Exercise instructions >>
Exactly and only the lines from the one with "ring tip: (966, 986)" through the end of the listing are to be transcribed, both ends included.

Supplied material >>
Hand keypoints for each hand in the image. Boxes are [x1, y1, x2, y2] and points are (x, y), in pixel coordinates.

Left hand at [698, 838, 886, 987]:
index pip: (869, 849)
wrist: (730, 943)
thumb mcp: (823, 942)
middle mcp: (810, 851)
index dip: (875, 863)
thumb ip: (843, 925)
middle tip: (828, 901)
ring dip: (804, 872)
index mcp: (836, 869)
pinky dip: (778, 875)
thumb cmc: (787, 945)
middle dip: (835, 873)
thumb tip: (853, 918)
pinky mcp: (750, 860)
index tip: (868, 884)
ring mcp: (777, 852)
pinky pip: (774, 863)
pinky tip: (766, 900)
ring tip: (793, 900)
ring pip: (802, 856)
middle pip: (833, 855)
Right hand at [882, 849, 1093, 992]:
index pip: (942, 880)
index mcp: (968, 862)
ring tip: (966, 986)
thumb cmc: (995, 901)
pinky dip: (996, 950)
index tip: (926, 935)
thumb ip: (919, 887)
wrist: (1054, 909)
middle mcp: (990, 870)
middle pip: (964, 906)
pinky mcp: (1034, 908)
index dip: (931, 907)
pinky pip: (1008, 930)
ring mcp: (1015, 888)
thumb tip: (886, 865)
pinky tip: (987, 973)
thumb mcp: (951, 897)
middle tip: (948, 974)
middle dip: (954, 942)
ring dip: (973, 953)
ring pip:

Solution to the exercise >>
ring tip: (966, 986)
thumb cmc: (995, 901)
pinky dip: (996, 950)
index tip: (926, 935)
thumb ip: (919, 887)
wrist: (1054, 909)
middle mcp: (990, 870)
middle pip: (964, 906)
pinky mcp: (1034, 908)
index dip: (931, 907)
pinky pip: (1008, 930)
ring mcp: (1015, 888)
thumb tip: (886, 865)
pinky tip: (987, 973)
thumb mcp: (951, 897)
middle tip: (948, 974)
middle dip: (954, 942)
ring dip: (973, 953)
ring pip:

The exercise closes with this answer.